The last part of Jesus’ sentence is equally an exaggeration. Accordingly, it seems sensible to understand Gehenna, another word in that sentence, in a metaphoric way. We exaggerate for effect all the time, which is an exaggeration. We die of embarrassment. Or, when lunch is late we’re starving.
Come to think about it, hell has always been a favorite metaphor, even today. Jesus speaks of the “gates of hell” (Hades in the Greek) not prevailing against the Church. Or we “march into hell for a heavenly cause.” Hell lends itself to verbal flourishes. And Jesus employs this in his teaching.

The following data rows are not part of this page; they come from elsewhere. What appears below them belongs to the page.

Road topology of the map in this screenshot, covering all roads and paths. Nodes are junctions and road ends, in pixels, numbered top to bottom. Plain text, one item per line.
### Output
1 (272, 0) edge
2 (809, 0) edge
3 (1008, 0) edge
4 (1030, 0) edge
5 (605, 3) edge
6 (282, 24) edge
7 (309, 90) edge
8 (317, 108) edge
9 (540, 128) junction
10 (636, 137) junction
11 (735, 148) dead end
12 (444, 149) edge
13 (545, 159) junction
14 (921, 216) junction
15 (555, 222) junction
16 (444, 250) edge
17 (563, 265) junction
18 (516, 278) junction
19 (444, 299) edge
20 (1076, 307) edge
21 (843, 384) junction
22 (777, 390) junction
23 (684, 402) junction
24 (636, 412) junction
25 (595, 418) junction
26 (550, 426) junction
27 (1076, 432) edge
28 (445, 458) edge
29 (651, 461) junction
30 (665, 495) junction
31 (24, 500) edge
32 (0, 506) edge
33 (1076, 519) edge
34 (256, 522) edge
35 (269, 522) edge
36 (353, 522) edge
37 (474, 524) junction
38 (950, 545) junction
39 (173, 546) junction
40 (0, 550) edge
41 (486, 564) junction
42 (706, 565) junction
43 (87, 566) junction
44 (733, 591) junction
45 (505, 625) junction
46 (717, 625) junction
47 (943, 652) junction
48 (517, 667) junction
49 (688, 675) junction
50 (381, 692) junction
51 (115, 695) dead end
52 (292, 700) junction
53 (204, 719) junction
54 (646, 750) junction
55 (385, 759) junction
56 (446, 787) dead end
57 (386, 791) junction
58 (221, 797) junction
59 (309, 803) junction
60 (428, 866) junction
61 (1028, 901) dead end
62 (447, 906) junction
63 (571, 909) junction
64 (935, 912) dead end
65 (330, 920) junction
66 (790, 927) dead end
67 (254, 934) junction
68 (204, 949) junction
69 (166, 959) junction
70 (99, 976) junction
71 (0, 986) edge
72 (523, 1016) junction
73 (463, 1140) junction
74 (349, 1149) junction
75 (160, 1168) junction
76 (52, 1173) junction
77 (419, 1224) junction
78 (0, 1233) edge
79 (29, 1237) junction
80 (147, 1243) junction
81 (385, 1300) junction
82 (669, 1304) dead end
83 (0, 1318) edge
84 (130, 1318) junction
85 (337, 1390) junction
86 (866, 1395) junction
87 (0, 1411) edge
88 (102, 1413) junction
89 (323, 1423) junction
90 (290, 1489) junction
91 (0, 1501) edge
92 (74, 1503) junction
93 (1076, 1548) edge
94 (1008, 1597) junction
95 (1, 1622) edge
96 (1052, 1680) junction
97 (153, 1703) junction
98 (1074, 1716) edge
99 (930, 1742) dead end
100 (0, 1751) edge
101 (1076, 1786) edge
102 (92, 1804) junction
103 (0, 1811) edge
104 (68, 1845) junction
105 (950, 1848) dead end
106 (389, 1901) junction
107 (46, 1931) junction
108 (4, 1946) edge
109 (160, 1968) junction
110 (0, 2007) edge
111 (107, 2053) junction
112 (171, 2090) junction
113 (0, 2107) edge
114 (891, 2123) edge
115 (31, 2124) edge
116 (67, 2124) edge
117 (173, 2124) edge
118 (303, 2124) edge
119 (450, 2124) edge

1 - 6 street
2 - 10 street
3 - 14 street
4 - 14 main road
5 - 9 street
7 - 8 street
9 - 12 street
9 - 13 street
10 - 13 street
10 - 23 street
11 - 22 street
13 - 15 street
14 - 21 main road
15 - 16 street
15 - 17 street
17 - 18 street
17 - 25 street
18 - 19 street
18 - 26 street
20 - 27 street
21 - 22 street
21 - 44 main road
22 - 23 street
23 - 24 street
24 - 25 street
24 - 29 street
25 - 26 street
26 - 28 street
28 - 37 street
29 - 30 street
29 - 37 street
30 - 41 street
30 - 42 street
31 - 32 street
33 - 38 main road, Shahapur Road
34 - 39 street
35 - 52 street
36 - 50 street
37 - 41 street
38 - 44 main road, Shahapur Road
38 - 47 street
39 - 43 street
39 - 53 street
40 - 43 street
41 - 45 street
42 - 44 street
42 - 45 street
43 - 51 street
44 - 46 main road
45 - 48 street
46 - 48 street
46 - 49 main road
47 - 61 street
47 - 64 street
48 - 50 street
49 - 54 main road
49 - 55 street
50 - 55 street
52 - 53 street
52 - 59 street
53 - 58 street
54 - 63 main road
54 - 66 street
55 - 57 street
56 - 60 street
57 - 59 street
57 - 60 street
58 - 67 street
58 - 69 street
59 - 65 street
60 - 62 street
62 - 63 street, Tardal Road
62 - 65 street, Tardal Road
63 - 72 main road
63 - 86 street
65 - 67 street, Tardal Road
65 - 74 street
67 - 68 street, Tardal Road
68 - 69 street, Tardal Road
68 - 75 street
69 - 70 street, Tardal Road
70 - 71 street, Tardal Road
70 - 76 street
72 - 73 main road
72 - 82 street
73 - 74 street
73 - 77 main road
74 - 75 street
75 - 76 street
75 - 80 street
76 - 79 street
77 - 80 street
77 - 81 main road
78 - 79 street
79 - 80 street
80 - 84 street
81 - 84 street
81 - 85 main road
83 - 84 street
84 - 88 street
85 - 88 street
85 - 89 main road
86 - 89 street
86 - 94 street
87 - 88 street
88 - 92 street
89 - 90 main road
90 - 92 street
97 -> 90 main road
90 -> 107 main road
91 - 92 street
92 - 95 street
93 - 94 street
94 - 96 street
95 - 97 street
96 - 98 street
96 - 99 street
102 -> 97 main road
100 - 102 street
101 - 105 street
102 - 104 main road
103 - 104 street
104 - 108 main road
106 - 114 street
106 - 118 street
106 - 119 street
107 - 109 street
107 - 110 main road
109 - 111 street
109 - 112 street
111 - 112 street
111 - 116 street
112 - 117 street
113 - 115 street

If I’m not the right track, if David Bently Hart is on the right track, then the infrequent references to hell or everlasting damnation in the Bible become even less frequent. Readers can judge for themselves by consulting the charts below.
Different Kinds of Hell
There are differing words and ideas that can fall under the English word hell. We’ve mentioned Hades (Sheol in Hebrew.) In one place the New Testament mentions a place similar to Hades, Tartarus. All three of these place names are underworld abode for the dead. Sheol has little to do with rewards and punishments for behavior in this life. Hades is best known as a Greek god and holding place for dead people. The word has crept into the Bible and is sometimes translated into English as hell.
The Hell to which Hart is devoting his considerable logical energies is mostly the product of church history. This monstrously evil place has swirled around in Christian theology, mostly in the west, and has served to distract believers from the absolute and final goodness of God and God’s plan for Creation.
There is an exquisite Greek word that appears only one time in the whole of the Bible and only once in Hart’s book. The word is apokatastasis, (Acts 3.21). It means the “restoration of all things.” Hart argues for such a restoration, which would include the saving of animals, the created world, and even Satan. He says as much:
Christians dare not doubt the salvation of all, and that any understanding of what God accomplished in Christ that does not include the assurance of a final apokatastasis in which all things created are redeemed and joined to God is ultimately entirely incoherent and unworthy of rational faith.[i]
Such restoration is the logical consequence of eliminating Hell as a factor in one’s Christian faith. No one is going to be banished to screaming suffering that never ends. God didn’t create such a condition for a segment of humanity. Neither is there a possibility that recalcitrant sinners, with all their faculties intact, can opt into such a fate.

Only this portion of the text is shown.